CCA section in Fig. 8.7a was considered to be a thick-walled circular cylinder in order to theoretically calculate stretch ratio in radial and circumferential directions by using a cylindrical coordinate system, that is, (e _r, e _θ, e _z). Therefore the deformation field of the CCA section over one cardiac cycle could be calculated from two successive motions [17]. Three configurations were considered as ${\Omega_0}$ : stress free and excised configuration $(R,\Theta, Z)$ ; ${\Omega_1}$ : intact and unloaded configuration (ρ, ϕ, ξ); ${\Omega_2}$ : in vivo loaded configuration (r, θ, z).

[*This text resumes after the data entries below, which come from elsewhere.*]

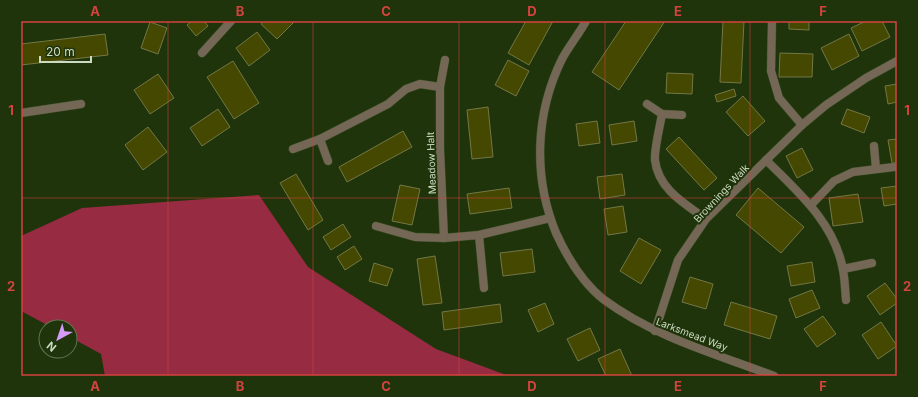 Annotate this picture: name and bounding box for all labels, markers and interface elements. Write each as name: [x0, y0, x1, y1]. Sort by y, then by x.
text: A: [90, 3, 100, 19]
text: B: [236, 3, 245, 19]
text: C: [381, 3, 391, 19]
text: D: [527, 3, 537, 19]
text: E: [674, 3, 682, 19]
text: F: [819, 3, 827, 19]
scale bar: [40, 38, 91, 64]
text: 20 m: [46, 44, 75, 59]
text: 1: [8, 102, 14, 118]
text: 1: [904, 102, 910, 118]
street label: Meadow Halt: [424, 131, 438, 194]
street label: Brownings Walk: [691, 161, 751, 225]
text: 2: [7, 278, 15, 294]
text: 2: [903, 278, 911, 294]
street label: Larksmead Way: [655, 315, 730, 353]
north arrow: [38, 319, 78, 359]
text: N: [44, 339, 59, 355]
text: A: [90, 378, 100, 394]
text: B: [236, 378, 245, 394]
text: C: [381, 378, 391, 394]
text: D: [527, 378, 537, 394]
text: E: [674, 378, 682, 394]
text: F: [819, 378, 827, 394]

The three configurations can be found in Fig. 8.8.

Fig. 8.8

Three different configurations of the intact CCA from stress free to load free and loaded state

If a material particle is considered in the arterial wall, such as the particle indicated by ‘

’ in Fig. 8.8, then $X(R,\Theta, Z)$ , $\tilde{x}(\rho, \phi, \xi )$ , x(r, θ, z) are the configurations of ${\Omega_0}$ , ${\Omega_1}$ , and ${\Omega_2}$ , respectively. By employing the relations from Humphrey [17],

$\rho =\rho (R),\quad \phi =\left( {\frac{\pi }{{{\Theta_0}}}} \right)\Theta, \quad \xi =\Lambda Z$

(8.2)

$r=r(\rho, t),\quad \theta =\phi, \quad z=\lambda \xi$

(8.3)

where t is the time, Θ ₀ is the open angle when arterial wall is excised. Λ is the axial stretch accounting for axial residual stress from ${\Omega_0}$ to ${\Omega_1}$ . λ is the in vivo load-induced axial stretch, which is assumed to be constant over cardiac cycles. R _i and r _i are the inner radiuses in ${\Omega_0}$ and ${\Omega_2}$ ; R _m and r _m are the radiuses at the medial–adventitial interface.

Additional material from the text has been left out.